Toward the end of the training, my knee began to bug me just a little on the long runs. A few weeks later it started hurting after about the fourth mile. When I would go out for a short run and the knee started hurting on the second mile, I knew my chances of jogging 13.1 miles on race day were diminishing rapidly.
It only hurt when I ran. I could bike, walk, or do an elliptical machine pain free, but when I ran, it hurt. I kept waiting to make a decision. I'd rest it for several days, then take a short experimental jog, but it would start hurting again.
I waited until the very last minute to decide, and finally my ride called to confirm details. I told her about the knee. She commiserated. She asked if I was planning to pop some anti-inflammatory pills and run it anyway, and I told her no.

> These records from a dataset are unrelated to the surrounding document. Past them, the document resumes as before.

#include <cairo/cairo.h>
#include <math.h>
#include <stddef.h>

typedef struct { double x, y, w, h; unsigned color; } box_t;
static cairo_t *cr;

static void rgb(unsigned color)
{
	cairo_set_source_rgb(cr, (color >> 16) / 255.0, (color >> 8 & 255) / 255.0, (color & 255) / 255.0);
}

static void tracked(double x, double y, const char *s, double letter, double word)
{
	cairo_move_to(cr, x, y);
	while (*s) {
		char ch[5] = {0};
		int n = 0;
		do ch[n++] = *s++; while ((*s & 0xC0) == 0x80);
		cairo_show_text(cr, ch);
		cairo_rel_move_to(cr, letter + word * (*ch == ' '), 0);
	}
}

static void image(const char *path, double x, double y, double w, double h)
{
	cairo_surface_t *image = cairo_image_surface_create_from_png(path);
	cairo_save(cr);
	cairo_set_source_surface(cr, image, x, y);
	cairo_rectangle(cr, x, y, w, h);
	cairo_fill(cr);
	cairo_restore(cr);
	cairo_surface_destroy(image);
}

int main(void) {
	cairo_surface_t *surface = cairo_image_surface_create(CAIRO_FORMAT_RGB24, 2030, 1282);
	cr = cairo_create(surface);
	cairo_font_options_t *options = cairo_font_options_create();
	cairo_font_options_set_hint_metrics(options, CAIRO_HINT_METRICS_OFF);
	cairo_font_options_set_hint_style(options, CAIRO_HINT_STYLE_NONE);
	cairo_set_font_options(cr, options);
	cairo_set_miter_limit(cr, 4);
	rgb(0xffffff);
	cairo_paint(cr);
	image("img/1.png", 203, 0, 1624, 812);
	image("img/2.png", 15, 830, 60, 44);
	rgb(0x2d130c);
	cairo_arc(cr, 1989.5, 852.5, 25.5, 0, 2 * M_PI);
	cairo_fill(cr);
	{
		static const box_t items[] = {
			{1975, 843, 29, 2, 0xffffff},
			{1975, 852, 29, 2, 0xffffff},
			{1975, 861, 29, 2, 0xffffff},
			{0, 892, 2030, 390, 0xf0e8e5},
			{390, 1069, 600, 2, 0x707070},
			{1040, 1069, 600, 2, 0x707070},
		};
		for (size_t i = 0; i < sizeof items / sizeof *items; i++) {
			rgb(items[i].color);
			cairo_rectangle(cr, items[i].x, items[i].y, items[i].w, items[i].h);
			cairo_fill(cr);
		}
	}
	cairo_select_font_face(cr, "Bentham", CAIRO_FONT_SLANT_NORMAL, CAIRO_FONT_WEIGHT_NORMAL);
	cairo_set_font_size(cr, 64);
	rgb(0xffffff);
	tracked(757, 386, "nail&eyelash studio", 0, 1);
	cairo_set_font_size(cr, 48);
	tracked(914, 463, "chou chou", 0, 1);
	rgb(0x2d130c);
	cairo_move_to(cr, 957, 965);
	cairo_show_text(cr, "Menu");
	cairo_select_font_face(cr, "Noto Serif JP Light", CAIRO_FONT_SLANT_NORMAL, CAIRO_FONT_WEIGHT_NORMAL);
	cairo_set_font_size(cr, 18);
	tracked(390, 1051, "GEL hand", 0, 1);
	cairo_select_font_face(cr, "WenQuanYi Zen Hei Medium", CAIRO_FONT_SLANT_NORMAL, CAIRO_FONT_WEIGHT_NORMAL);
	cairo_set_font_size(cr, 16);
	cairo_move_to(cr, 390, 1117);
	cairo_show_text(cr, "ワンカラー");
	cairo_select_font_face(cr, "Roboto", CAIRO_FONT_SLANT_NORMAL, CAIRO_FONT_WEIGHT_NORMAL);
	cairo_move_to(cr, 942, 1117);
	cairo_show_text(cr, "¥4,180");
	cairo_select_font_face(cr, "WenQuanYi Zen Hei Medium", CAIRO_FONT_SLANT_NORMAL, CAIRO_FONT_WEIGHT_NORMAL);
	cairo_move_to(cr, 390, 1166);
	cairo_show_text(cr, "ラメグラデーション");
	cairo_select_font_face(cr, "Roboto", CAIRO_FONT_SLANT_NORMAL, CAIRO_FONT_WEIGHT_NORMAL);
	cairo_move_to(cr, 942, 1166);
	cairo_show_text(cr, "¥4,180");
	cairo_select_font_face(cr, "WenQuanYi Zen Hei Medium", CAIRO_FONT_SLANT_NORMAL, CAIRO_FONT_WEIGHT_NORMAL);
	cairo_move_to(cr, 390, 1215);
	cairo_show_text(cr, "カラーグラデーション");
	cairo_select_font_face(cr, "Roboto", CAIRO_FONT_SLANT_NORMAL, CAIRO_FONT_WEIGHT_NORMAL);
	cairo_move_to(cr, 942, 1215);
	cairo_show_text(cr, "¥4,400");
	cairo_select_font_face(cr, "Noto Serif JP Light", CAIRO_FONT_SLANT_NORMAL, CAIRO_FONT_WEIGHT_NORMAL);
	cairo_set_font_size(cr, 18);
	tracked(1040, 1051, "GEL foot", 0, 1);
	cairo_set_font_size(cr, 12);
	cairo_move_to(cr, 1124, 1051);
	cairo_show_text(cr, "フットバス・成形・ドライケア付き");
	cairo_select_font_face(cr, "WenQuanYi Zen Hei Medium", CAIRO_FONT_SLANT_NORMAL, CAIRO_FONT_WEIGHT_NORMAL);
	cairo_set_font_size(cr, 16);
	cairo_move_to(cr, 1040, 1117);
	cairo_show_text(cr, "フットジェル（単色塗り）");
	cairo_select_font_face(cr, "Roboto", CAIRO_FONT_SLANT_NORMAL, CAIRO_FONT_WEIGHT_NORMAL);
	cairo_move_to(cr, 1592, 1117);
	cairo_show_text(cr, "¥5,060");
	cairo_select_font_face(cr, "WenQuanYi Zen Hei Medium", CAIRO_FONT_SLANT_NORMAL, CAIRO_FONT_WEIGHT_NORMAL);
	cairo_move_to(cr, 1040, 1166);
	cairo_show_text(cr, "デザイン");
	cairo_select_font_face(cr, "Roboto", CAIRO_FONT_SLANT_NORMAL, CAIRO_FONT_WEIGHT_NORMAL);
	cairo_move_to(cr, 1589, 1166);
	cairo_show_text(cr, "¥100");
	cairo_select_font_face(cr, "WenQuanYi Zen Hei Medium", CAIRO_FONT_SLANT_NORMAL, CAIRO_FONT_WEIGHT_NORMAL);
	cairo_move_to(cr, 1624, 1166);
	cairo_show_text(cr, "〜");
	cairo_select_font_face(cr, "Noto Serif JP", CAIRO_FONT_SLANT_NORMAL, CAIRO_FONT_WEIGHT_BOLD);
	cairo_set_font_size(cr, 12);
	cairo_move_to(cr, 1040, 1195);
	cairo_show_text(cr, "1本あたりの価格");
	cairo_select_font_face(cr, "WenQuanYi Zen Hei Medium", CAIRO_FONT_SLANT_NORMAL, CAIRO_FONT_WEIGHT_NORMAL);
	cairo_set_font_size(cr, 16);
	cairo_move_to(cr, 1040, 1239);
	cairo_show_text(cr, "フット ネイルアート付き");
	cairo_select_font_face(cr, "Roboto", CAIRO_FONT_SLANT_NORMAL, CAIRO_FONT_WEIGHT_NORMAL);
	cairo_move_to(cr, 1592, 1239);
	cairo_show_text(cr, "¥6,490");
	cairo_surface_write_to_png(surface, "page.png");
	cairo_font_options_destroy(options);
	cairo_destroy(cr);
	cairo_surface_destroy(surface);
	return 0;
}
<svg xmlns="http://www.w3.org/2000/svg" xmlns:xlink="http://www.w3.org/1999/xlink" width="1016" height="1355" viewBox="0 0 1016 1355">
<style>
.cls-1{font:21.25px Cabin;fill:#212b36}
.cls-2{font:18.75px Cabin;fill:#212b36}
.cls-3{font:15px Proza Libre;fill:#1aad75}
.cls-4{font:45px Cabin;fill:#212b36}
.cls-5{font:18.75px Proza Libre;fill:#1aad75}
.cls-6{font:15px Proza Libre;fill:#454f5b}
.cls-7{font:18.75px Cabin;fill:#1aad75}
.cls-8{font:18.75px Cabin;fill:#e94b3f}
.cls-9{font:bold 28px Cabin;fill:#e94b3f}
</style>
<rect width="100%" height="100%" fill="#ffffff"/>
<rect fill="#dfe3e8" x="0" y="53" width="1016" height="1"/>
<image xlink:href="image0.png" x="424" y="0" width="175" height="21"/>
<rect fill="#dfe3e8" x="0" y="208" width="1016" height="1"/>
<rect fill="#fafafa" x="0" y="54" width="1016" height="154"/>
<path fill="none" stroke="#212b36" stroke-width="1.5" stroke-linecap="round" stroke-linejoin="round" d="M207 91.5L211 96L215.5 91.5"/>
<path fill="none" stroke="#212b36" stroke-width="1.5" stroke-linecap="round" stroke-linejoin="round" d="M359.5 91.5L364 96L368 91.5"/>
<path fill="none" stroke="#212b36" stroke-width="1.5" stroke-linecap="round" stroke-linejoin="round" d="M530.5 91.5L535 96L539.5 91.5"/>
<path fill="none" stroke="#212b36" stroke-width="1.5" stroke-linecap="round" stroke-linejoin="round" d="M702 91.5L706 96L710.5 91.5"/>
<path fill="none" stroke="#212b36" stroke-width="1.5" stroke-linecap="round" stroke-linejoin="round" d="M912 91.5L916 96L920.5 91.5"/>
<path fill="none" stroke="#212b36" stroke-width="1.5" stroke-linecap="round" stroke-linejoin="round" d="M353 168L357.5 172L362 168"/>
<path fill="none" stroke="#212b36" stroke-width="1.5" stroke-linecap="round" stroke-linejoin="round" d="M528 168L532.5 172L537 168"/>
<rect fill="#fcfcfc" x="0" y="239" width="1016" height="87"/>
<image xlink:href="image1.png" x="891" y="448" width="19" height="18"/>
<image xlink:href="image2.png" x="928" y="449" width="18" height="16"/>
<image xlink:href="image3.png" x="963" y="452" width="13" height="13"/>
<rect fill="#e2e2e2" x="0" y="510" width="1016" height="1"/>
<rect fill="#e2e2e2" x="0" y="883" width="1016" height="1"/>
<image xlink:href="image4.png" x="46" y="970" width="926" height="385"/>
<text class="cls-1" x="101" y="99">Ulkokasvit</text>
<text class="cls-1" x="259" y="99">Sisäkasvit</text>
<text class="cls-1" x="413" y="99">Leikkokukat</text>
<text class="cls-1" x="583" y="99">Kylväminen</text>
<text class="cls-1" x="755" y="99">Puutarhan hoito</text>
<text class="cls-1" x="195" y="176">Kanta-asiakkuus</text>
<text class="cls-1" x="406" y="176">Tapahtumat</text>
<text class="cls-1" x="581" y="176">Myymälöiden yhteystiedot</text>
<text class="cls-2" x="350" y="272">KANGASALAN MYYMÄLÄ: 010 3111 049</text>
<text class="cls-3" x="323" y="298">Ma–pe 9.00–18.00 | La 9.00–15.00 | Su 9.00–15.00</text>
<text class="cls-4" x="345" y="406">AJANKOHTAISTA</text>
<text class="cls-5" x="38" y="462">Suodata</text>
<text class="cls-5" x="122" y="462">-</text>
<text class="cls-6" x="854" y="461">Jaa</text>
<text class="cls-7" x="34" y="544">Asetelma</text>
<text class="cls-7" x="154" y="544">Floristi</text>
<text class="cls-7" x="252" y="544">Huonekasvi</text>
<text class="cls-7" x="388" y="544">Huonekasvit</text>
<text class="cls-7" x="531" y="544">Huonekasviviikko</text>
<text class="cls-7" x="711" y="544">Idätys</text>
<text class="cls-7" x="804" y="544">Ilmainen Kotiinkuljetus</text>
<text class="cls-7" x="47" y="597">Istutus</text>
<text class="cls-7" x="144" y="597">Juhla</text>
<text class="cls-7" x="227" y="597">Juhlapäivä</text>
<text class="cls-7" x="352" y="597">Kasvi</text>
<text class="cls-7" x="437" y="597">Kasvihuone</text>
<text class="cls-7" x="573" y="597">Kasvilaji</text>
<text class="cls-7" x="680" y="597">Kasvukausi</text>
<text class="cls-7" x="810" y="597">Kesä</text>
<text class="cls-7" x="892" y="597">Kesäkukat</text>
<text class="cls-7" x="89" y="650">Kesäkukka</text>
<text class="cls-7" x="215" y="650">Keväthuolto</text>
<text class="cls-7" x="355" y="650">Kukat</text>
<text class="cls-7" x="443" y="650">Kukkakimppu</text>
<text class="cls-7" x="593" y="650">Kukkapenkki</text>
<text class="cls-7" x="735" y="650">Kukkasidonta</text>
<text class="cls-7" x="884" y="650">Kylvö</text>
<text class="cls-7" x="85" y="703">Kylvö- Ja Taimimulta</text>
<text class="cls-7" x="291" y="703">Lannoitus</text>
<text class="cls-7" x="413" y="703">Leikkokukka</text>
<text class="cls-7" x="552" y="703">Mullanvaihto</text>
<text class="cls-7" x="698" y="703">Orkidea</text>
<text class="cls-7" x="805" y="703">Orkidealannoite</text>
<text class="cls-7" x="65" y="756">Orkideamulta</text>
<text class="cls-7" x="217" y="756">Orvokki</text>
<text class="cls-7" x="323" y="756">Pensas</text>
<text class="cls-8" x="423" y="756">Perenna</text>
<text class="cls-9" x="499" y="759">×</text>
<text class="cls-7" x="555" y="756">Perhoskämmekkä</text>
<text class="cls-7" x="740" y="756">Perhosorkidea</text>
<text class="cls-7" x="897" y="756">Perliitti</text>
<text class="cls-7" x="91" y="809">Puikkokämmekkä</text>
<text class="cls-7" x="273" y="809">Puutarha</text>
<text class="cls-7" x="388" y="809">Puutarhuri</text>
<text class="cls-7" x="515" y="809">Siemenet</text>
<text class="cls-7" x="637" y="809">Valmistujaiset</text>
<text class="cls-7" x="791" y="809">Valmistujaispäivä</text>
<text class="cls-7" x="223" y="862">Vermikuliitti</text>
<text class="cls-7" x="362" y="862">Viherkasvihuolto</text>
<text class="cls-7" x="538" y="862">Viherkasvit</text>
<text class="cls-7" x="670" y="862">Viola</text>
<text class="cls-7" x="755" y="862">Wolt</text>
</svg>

My ultimate goal is to be a runner. I want to be able to run for health, fitness and fun for many years, if possible, and while running the Mini was a goal, it isn't the end-goal. I was disappointed, especially after all that hard work and training, but I took a pass. I didn't run. I didn't even walk it. I just slept in and went to two soccer games.
I just read that a local woman was the top female finisher.
http://www.indystar.com/apps/pbcs.dll/article?AID=/20060506/NEWS01/60506001
She's a 35-year-old mother living nearby. Congratulations, Lucie.
You have my son's deepest respect.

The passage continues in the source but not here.